Desde ese argumento, sorprende en cada emisión. Lejos de aprovechar la sordidez de la historia para construir un erótico culposo o servir de aliciente al morbo, la tira no se detiene en las escenas de alcoba, más bien las evita, para concentrarse en el retrato de ese naturalizado circuito de transacciones prostibularias en que se han convertido nuestras sociedades (circuito que, por otra parte, se nutre privilegiadamente de los más vulnerables). Todo ello, además, desde un riguroso realismo, que en vez de regodearse en la exhibición detallada de la casilla de ladrillo sin revoque, haciendo de los pobres y la marginalidad un culposo exotismo tan en boga en los últimos años, lo convierte en efectivo e indispensable escenario de la acción, parte de la caracterización de sus personajes.

Justamente, si algo sorprende aquí es la falta de concesiones televisivas. Cuando va a vender su virginidad, Cata no se arrepiente pensando en su noviecito (un personaje masculino, hay que decirlo, de una vulnerabilidad emocional inusitada en la televisión latinoamericana, sin por ello quedar en el lugar de idiota) ni pide perdón a Jesús, y cuando descubre que ha quedado embarazada, evalúa sus alternativas y decide abortar, para inmediatamente volver al ruedo. Antológica es la escena –a modo de último ejemplo– en que sin vueltas, mientras se toman una cerveza, confiesa a su hermano en qué anda y él, a su vez, reconoce estar oficiando de sicario; el tono, los diálogos, la falta de hipocresía de la situación son aún impensables en la aguantadora ficción argentina, donde los seres hablan sólo para expresar versiones más o menos cándidas de la opinión pública.

Ocurre que, a diferencia del libro original, una y otra vez interrumpido por infortunadas acotaciones culposas, el gran mérito de la telenovela es el de construir una ficción desde una mirada profundamente moral, de clara indignación ante un presente horroroso, sin por ello incurrir en el moralismo edificante.
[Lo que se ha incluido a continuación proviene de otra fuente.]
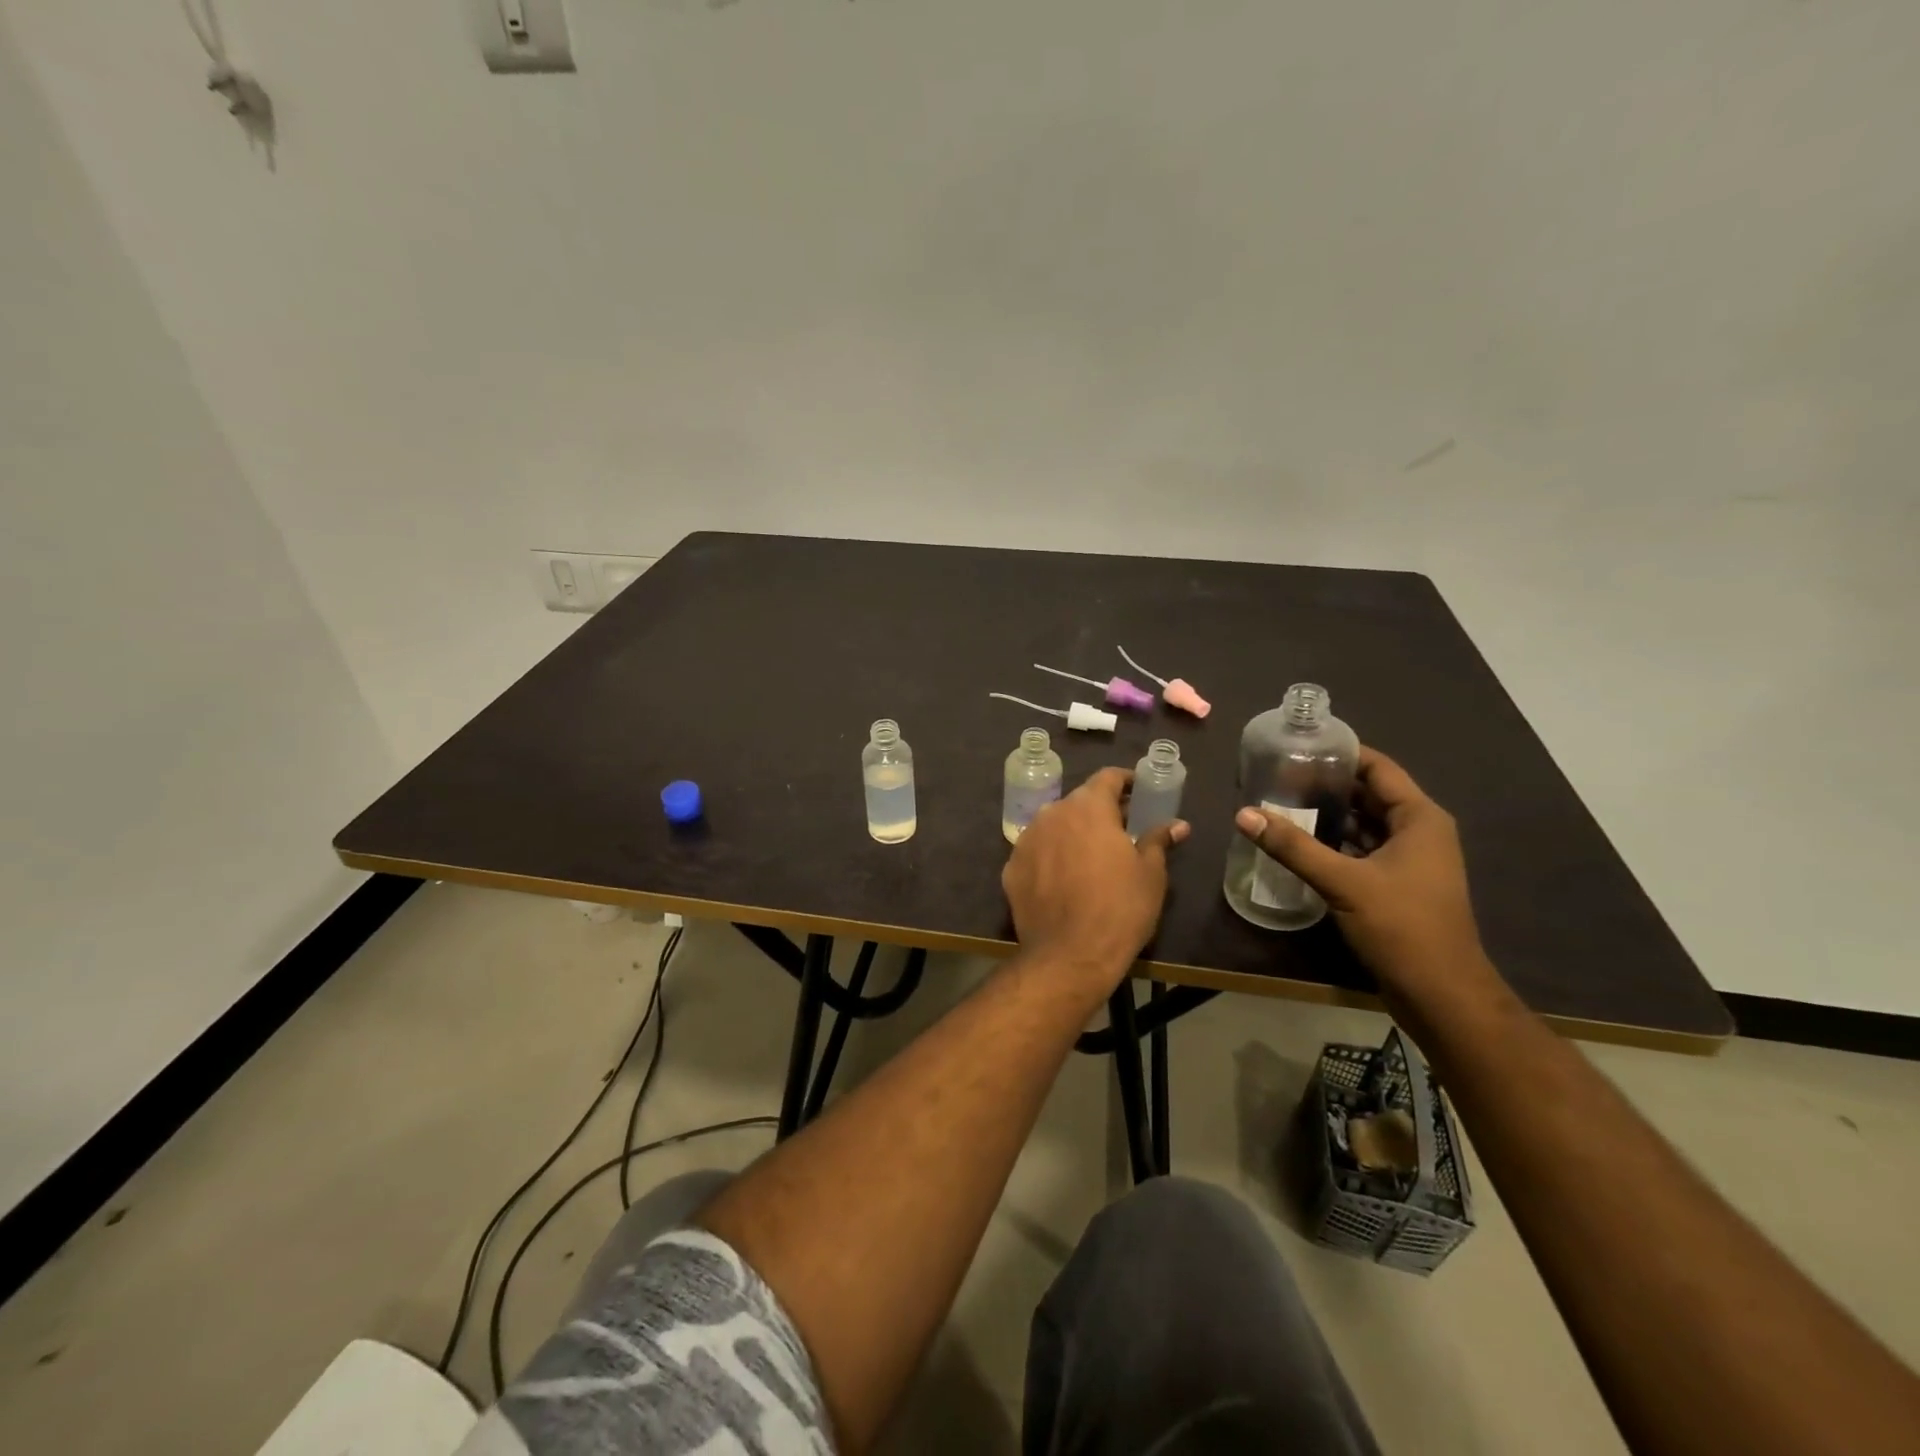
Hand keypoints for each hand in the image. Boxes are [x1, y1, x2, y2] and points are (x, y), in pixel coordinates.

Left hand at [1003, 768, 1187, 987]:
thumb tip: (1177, 825)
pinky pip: (1037, 852)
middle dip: (1101, 810)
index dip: (1126, 781)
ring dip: (1073, 832)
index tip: (1140, 792)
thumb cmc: (1120, 909)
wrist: (1069, 955)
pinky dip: (1051, 857)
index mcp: (1088, 807)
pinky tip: (1064, 879)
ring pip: (1054, 825)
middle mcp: (1052, 813)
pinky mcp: (1011, 867)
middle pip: (1079, 801)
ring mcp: (1026, 840)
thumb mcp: (1150, 874)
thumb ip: (1158, 840)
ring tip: (1092, 856)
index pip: (1107, 777)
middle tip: (1122, 829)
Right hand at [1234, 747, 1493, 1000]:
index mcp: (1419, 819)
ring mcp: (1411, 860)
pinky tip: (1300, 844)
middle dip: (1327, 785)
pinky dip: (1335, 843)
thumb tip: (1244, 814)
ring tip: (1282, 804)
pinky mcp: (1398, 885)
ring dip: (1329, 815)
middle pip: (1369, 794)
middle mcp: (1420, 832)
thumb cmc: (1402, 927)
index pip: (1378, 768)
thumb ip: (1293, 847)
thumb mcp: (1343, 882)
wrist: (1441, 995)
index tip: (1298, 746)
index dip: (1341, 754)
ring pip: (1365, 824)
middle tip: (1279, 776)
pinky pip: (1363, 850)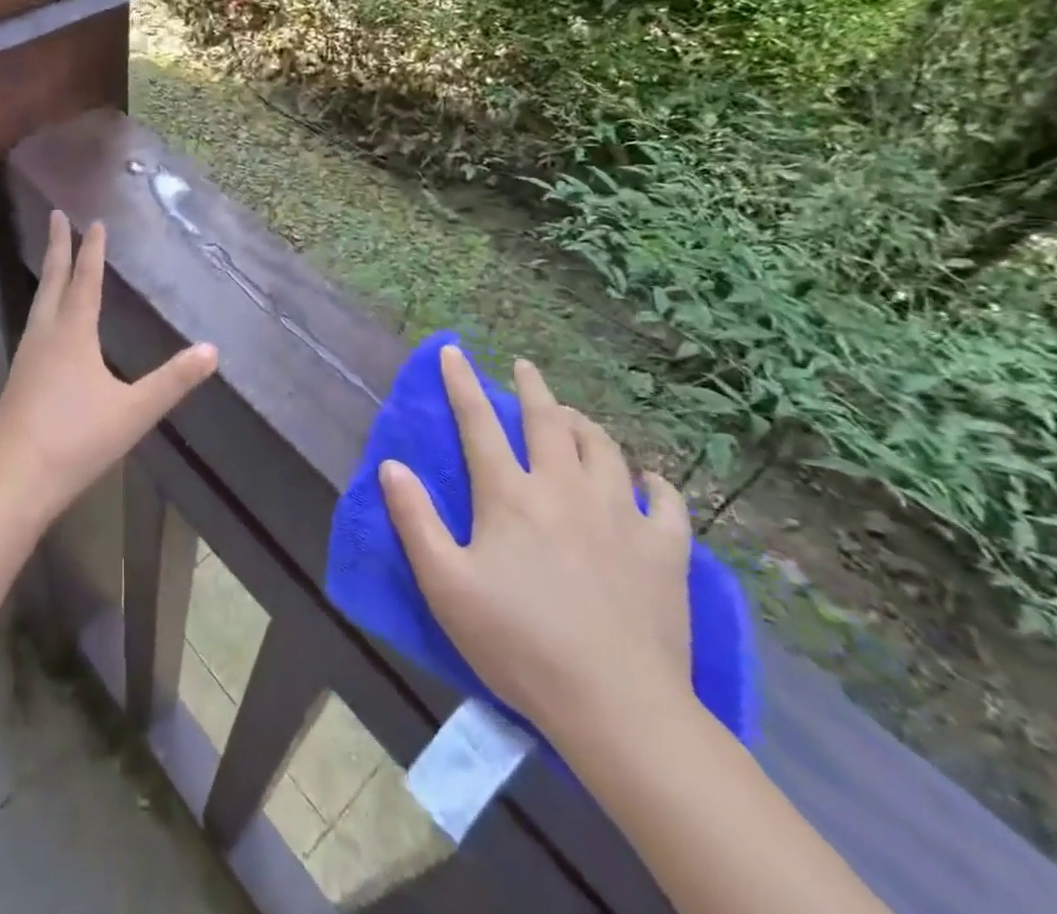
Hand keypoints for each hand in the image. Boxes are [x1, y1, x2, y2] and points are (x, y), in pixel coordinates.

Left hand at [0, 211, 217, 527]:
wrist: (13, 483)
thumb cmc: (76, 442)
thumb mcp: (133, 412)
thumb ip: (172, 381)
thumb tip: (212, 350)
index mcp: (72, 336)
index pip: (86, 282)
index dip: (93, 251)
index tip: (95, 222)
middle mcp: (45, 338)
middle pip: (53, 282)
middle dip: (57, 247)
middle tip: (55, 216)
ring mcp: (26, 359)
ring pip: (39, 304)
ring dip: (49, 276)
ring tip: (55, 262)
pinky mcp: (18, 381)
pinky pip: (33, 327)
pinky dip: (43, 308)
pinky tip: (47, 326)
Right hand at [381, 350, 694, 746]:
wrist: (617, 706)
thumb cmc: (519, 643)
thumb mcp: (445, 585)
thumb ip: (414, 519)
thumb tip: (391, 465)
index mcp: (510, 495)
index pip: (479, 423)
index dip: (462, 383)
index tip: (453, 351)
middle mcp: (564, 488)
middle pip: (548, 421)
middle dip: (532, 388)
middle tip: (524, 367)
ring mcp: (620, 515)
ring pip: (603, 448)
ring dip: (584, 424)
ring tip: (573, 417)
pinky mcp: (664, 550)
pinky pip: (664, 501)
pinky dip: (653, 482)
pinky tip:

Del mismo modo, tampoco cae en la trampa “televisiva” ante la que rutinariamente sucumbió la adaptación española, donde el universo del narcotráfico aparece glamorizado, el mafioso principal se convierte en un galán joven por demás atractivo (a diferencia de los narcos de la versión colombiana: señores grandes, con panza, poco agraciados, a quienes las chicas no vacilan en calificar de asquerosos) y el realismo del original cede paso una estilización prolija, “de calidad”. Los motivos, sin duda, quizás haya que buscarlos en la falta de presupuesto, pero son justamente esos accidentes involuntarios del sistema los que permiten, de vez en cuando, que se filtre un resto de verdad entre tanta fiesta, tanta alegría impostada, tanta felicidad de cotillón.